Extracted data:
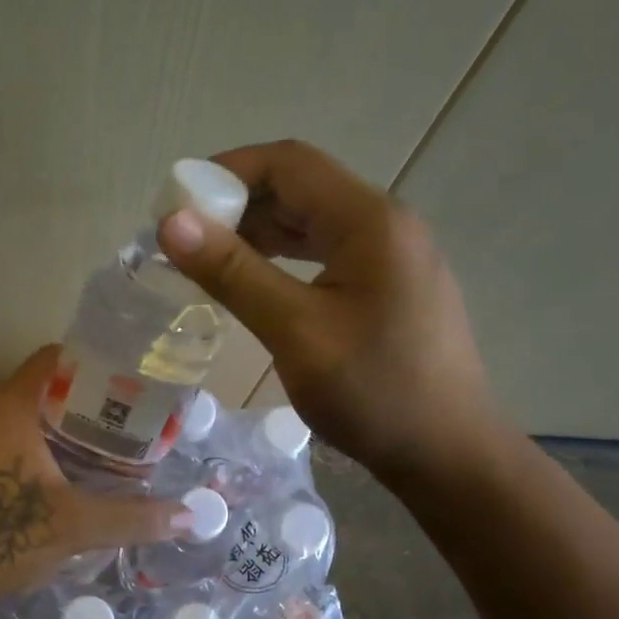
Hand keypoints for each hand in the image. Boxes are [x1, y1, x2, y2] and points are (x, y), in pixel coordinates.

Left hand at [0, 347, 187, 615]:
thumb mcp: (73, 526)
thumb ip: (133, 518)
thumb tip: (191, 518)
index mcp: (8, 407)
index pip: (55, 359)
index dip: (95, 365)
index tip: (130, 385)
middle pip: (40, 392)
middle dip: (84, 408)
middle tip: (127, 429)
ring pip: (18, 423)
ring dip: (56, 436)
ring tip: (99, 458)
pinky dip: (29, 456)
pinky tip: (53, 488)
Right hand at [156, 139, 504, 482]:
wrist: (447, 454)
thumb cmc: (374, 393)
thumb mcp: (296, 332)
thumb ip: (234, 274)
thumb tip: (171, 224)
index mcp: (370, 221)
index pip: (288, 164)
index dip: (226, 173)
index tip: (176, 207)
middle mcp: (385, 224)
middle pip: (300, 188)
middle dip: (236, 204)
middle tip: (183, 241)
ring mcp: (391, 256)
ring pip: (311, 222)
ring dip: (257, 233)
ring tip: (206, 262)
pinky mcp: (388, 287)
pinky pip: (325, 253)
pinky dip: (282, 259)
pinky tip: (252, 285)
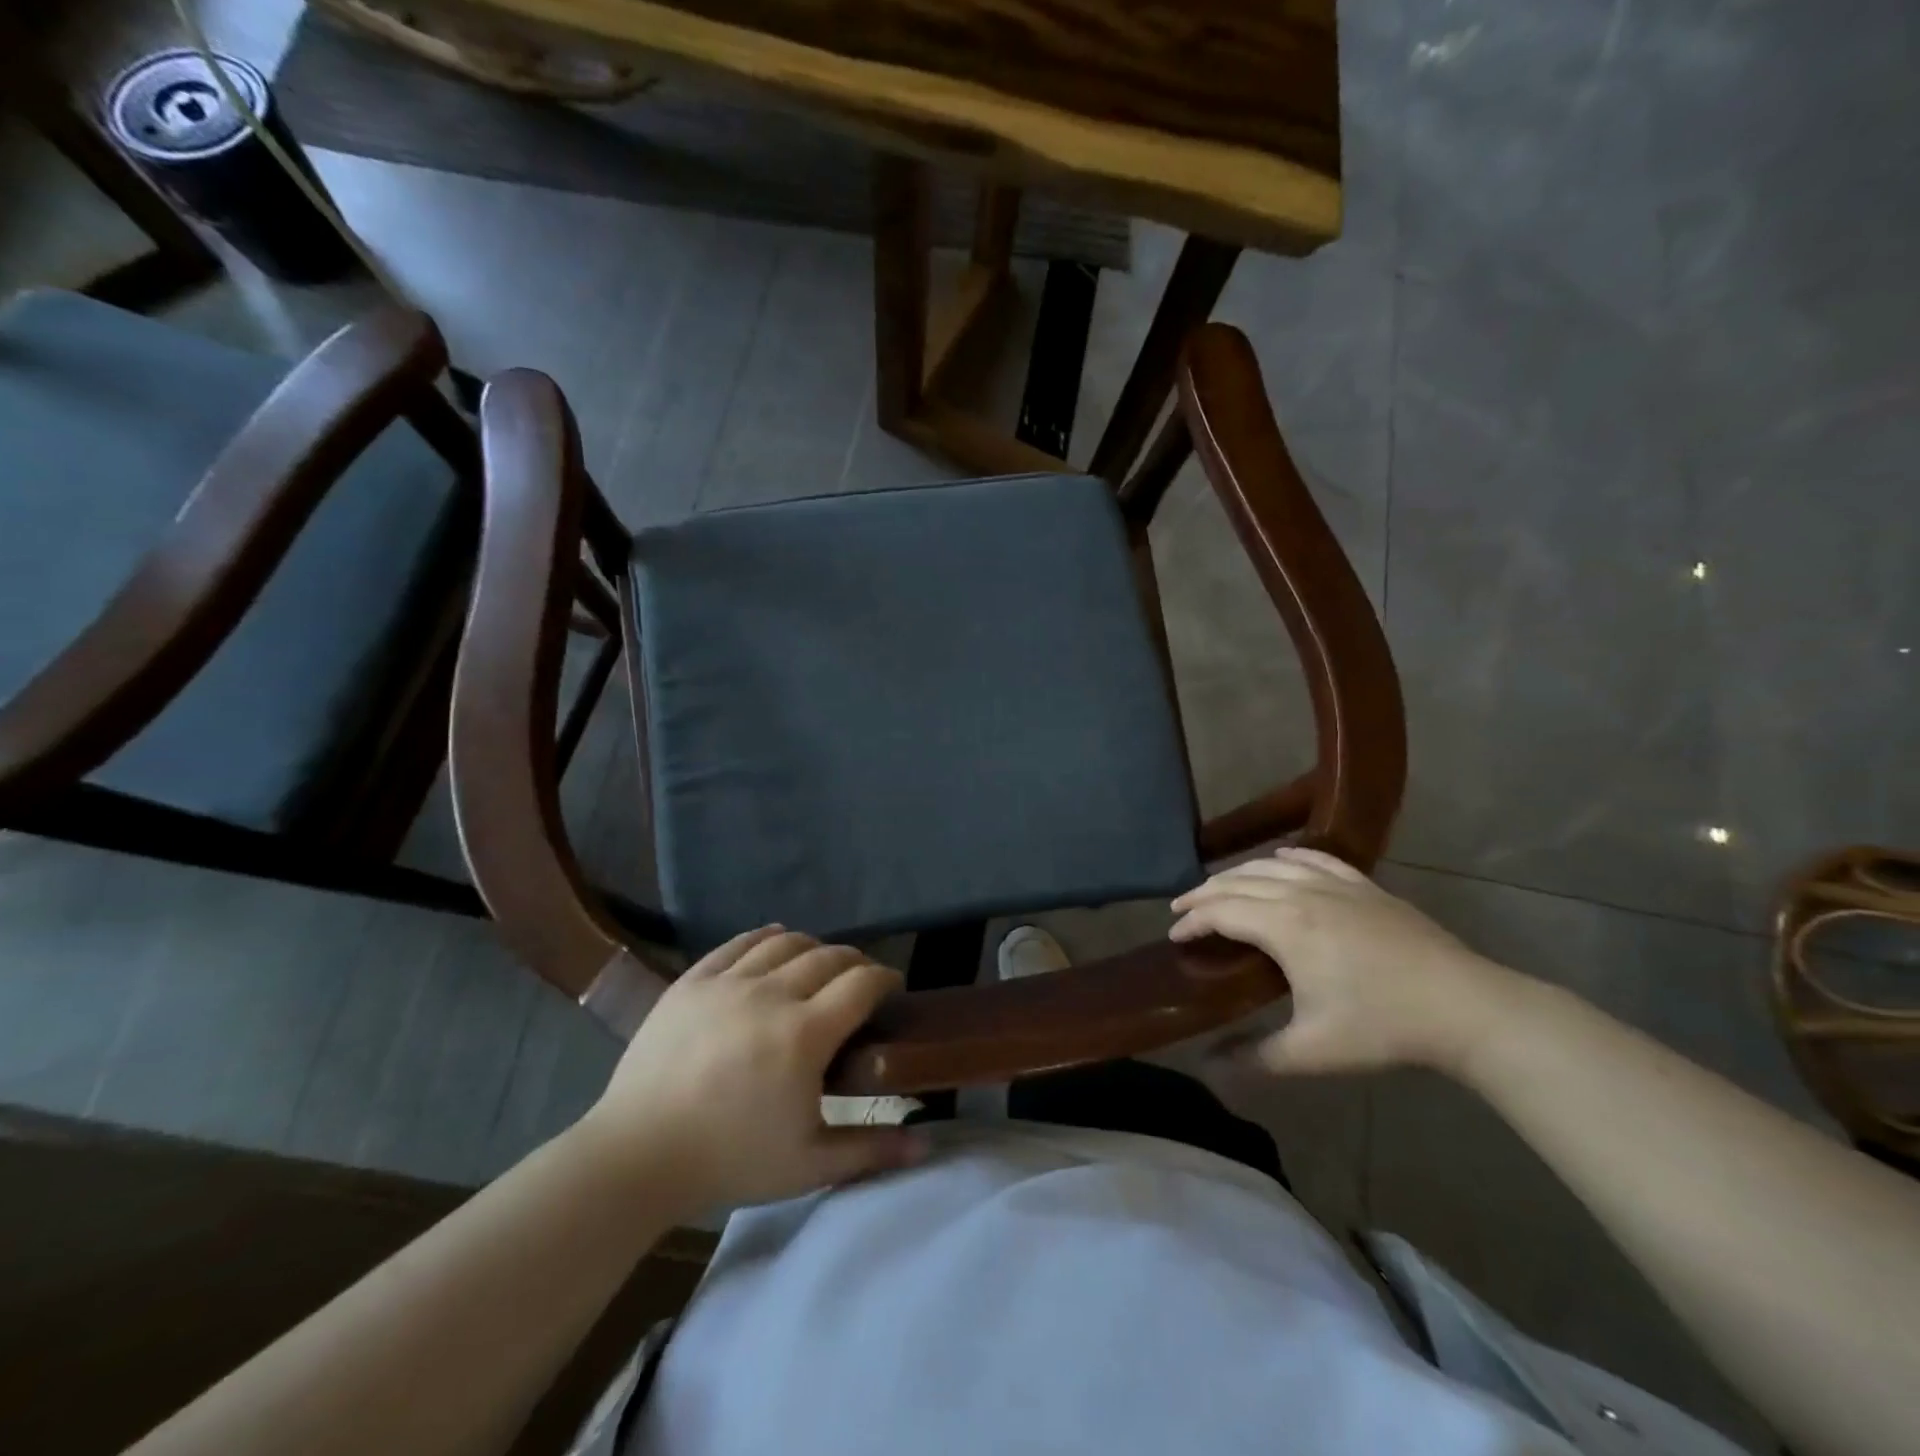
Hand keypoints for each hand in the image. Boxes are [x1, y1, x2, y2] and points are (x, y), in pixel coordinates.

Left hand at [580, 927, 926, 1212]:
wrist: (637, 1156)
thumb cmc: (730, 1161)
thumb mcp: (809, 1165)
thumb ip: (871, 1151)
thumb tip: (926, 1147)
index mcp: (805, 1034)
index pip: (862, 984)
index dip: (884, 978)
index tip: (891, 988)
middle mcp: (772, 995)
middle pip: (828, 956)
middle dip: (854, 962)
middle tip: (859, 982)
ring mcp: (728, 983)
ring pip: (786, 943)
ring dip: (813, 948)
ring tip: (818, 965)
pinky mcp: (693, 980)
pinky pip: (739, 943)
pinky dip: (766, 938)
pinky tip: (775, 944)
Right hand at [1170, 848, 1524, 1076]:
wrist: (1466, 1007)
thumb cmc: (1382, 1027)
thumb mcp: (1312, 1051)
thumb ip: (1255, 1058)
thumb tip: (1208, 1069)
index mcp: (1284, 926)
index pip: (1221, 912)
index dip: (1192, 922)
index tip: (1173, 936)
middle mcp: (1302, 894)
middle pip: (1239, 882)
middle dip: (1204, 894)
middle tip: (1182, 909)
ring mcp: (1337, 885)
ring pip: (1272, 866)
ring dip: (1238, 874)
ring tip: (1220, 887)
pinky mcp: (1365, 887)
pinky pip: (1315, 858)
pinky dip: (1288, 857)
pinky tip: (1280, 859)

What this task involves: Give again, exactly and with nothing added, the lines running from the one that contains "index tip: (1173, 936)" to the last line of the material.

Result:
index tip: (1173, 936)
middle mcp: (1302, 894)
middle pip: (1239, 882)
middle dip: (1204, 894)
middle tip: (1182, 909)
ring mcp: (1337, 885)
ring pip: (1272, 866)
ring dip: (1238, 874)
ring tip: (1220, 887)
pinky mcp: (1365, 887)
pinky pip: (1315, 858)
pinky dip: (1288, 857)
pinky tip: (1280, 859)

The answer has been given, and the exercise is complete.